Early the next morning, Hernandez left for the city’s general hospital, HUEH, also called Haiti’s University and Educational Hospital. It has about 100 beds and practices the five basic specialties. Despite studying routes to the hospital in the heart of the city, his driver had to take several detours and became lost. The air conditioning in the car kept them from the smells of the destroyed city, but outside the car pedestrians watched them pass with hands closed over their noses or covered their faces with breathing masks. Most of the smells came from decomposing bodies.
Hernandez eventually arrived at the facility, where he was temporarily halted by guards before they were given entry. The facility was close to the presidential palace, and the grounds were filled with people. Hernandez explains his task:
We determined that the major damage was concentrated in both the surgical block and the administration building. No health worker was at his workplace, many of them feared to enter the buildings for fear of another earthquake. I entered the affected areas and, as part of the mission, had papers to fill out with information on the damage. International institutions for relief and first aid had tents erected as mobile hospitals with patients everywhere. Some Haitians were acting as interpreters. There was no electricity, and many of those sites were in darkness. The lack of medical equipment in quantity and quality was obvious because the rooms were almost empty. I found similar patterns in other hospitals, a total abandonment situation.

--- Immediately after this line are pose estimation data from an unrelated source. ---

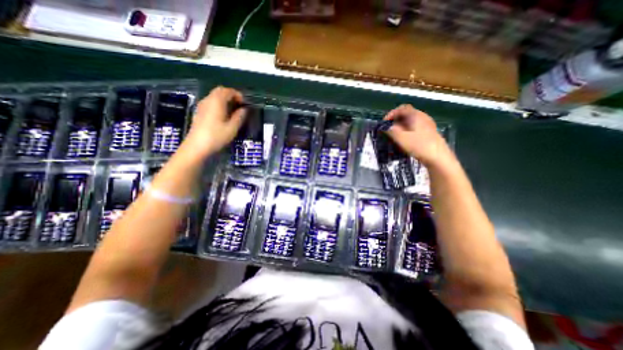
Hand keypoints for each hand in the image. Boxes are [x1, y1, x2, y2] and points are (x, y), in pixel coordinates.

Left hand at [181, 87, 245, 157]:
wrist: (196, 146)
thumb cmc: (216, 136)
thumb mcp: (232, 128)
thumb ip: (239, 117)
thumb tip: (244, 109)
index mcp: (217, 101)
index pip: (228, 91)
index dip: (238, 95)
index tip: (244, 104)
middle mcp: (208, 100)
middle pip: (220, 91)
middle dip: (231, 96)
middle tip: (239, 106)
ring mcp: (202, 106)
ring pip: (214, 96)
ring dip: (225, 100)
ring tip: (233, 111)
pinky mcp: (199, 112)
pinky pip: (210, 103)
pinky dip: (219, 105)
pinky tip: (223, 116)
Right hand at [385, 104, 452, 168]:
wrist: (439, 158)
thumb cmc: (420, 146)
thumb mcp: (402, 139)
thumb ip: (391, 131)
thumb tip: (384, 127)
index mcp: (416, 115)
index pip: (402, 108)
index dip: (391, 114)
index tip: (384, 123)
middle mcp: (423, 117)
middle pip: (406, 114)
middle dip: (395, 121)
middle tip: (387, 130)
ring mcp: (427, 125)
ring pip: (410, 122)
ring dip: (400, 127)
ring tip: (394, 136)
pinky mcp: (429, 133)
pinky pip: (414, 128)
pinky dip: (406, 131)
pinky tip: (404, 140)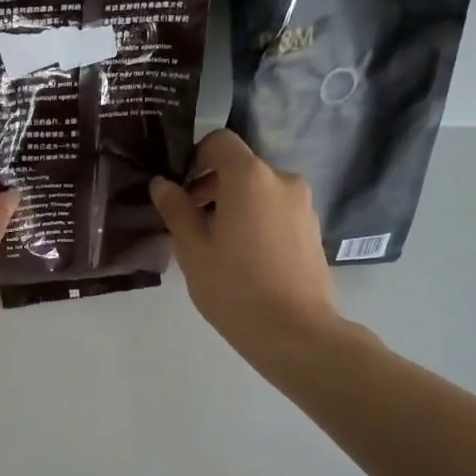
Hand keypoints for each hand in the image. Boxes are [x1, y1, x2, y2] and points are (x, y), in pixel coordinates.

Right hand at [150, 130, 344, 358]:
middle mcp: (282, 180)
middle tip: (191, 222)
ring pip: (260, 190)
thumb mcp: (193, 250)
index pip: (220, 142)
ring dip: (235, 204)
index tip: (181, 189)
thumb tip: (162, 184)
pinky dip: (257, 219)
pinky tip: (245, 257)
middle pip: (241, 167)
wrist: (295, 332)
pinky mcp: (313, 228)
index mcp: (250, 177)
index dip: (195, 157)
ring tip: (217, 245)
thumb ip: (176, 210)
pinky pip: (277, 210)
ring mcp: (303, 205)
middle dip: (213, 186)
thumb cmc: (235, 288)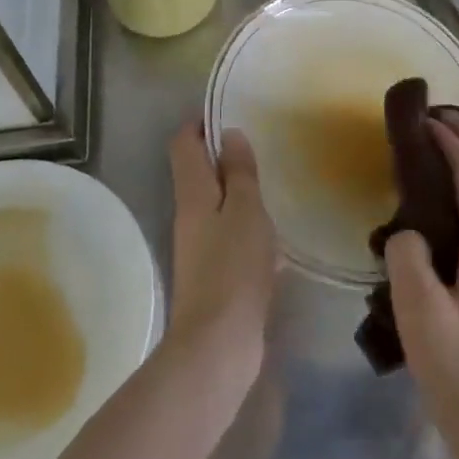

Sometimes I asked myself, ‘Is this a hospital or a death house?’ We did a crosscheck of the health services, the number of beds, and the equipment. The results indicated that the provision of medical and institutional equipment was very poor. The radiology area was not affected by the quake and was composed of a waiting room with wooden seats and a darkroom with a very old automatic developer. Two fixed x-ray units were damaged and only one machine was functioning, despite being quite old. Technical characteristics were that it was an American brand, 300 mA, 1 phase, and 220 volts AC, which was being powered by an electrical generator.
In the following days, we continued with the assessment work of other hospitals in Port-au-Prince. However, we were presented with an unforeseen problem. Visiting some areas was considered highly dangerous by the UN, and it was necessary to apply several days in advance via the official media to obtain security clearance. For example, one of those areas identified as “red” in the city was Carrefour. It had a maternity hospital, and it was one of the country’s most marginalized neighborhoods that had suffered the ravages of the earthquake.
We evaluated five hospitals in total, with four in Port-au-Prince and one in the city of Leogane. All health care facilities were underequipped in relation to the services offered. A constant of Port-au-Prince was the lack of basic sanitation. Everywhere there were piles of trash and debris. The city of Leogane, on the southwest side, was full of sewage. The sewers were not working, there was sewage among the people, and high contamination from the sewage.
Hernandez successfully finished his mission for PAHO and served many hospitals during his trip. What he saw left a lasting impression on him, from destroyed houses and facilities to dead bodies and streets filled with shacks housing the newly homeless. Haiti had been severely damaged by the earthquake, but its needs went far deeper and further back than the natural disaster. Old and failing medical equipment was brought to light by the earthquake, and much needed aid had finally come to Haiti.